Blogger Stussy88 said...

Your blog is very interesting, but to be honest, beyond me!

Is there a resource I can look at as an intro at all ??

8/17/2006 07:01:00 AM  
Blogger Chris Chatham said...

Hi Stussy88 - Thanks, and I'm sorry this post was hard to follow. I think you would find many other posts a little easier.

This post in particular is meant as a response to specific people who don't believe that the brain uses very specific rhythms to coordinate neural firing. Because it is meant as a response to those people, I try to cover as much theoretical ground as succinctly as possible. Other postss might be a better introduction.

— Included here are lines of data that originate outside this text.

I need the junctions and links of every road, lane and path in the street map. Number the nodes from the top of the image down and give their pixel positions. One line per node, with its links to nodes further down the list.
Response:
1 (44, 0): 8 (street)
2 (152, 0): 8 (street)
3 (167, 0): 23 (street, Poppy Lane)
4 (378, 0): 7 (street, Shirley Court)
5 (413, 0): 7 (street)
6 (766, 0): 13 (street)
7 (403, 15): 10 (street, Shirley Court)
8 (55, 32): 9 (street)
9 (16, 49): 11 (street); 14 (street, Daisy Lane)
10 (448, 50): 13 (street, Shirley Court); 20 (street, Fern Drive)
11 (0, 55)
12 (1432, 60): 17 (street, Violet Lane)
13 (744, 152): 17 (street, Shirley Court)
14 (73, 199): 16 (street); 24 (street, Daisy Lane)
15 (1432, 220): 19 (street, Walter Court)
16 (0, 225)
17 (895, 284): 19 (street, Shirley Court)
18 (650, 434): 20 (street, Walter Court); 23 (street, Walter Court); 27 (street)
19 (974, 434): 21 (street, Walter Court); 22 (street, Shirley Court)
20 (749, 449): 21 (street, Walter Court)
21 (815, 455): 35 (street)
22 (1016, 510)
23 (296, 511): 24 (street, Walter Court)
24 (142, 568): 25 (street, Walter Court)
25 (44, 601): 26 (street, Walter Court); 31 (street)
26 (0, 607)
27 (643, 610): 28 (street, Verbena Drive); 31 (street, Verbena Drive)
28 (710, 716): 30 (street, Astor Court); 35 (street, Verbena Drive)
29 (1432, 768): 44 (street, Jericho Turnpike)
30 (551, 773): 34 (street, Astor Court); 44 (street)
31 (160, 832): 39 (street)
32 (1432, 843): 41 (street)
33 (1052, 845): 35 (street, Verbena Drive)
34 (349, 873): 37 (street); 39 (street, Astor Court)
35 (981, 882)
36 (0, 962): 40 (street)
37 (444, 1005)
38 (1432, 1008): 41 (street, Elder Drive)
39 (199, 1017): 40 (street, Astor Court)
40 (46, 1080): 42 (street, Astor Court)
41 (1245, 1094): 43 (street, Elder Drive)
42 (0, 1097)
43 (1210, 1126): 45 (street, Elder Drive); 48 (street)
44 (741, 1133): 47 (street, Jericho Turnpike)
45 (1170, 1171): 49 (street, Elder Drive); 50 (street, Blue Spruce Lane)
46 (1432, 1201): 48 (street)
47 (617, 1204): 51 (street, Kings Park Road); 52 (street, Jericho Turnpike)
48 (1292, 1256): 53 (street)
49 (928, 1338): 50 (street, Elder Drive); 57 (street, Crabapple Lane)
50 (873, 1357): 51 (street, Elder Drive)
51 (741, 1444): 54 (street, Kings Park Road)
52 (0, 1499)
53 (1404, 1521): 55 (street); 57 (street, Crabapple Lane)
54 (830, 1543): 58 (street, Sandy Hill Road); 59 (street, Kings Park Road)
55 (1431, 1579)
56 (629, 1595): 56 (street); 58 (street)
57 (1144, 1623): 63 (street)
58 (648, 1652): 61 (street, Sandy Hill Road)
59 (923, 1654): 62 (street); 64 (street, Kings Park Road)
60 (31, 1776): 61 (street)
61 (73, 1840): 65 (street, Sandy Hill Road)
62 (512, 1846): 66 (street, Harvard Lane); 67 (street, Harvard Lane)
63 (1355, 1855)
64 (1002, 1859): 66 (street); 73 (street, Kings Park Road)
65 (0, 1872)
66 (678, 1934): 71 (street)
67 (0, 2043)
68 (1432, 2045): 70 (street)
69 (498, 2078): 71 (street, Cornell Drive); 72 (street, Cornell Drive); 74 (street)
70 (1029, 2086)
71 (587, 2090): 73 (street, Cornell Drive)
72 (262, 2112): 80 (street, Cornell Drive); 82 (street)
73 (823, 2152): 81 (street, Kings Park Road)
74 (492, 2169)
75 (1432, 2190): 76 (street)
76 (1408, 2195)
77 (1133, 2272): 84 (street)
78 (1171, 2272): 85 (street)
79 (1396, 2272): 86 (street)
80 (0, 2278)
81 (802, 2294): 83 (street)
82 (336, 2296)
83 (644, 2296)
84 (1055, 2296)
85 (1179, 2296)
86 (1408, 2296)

If there's somethign specific I can explain, let me know and perhaps I'll devote a post to it. Beyond that, all I can recommend is a few hours at wikipedia.


8/17/2006 07:47:00 AM  
Blogger Erin Oakman said...

did you take the thought experiment on wing-flapping and aerodynamics from Rodolfo Llinas' book, I of the Vortex ?

8/18/2006 08:30:00 PM  
Blogger Chris Chatham said...

No - havent' read it. I had actually selected the image of migrating birds a long time ago for another post on synchrony, and it occurred to me that I usually don't make it very clear why I pick the images I do. Then I noticed that the birds' wing-flapping was ever-so-slightly out of phase... ;) seemed like a good opportunity for a thought experiment.

8/18/2006 08:46:00 PM  
Blogger Erin Oakman said...

Llinas wrote:

"When the architectures for generating cognition are finally realized, we may have thinking/feeling machines. However, our ability to design and build them may not ultimately be that useful in understanding brain function, in the same way that understanding airplanes may not tell us all about how the physiology of bats or birds enables them to fly."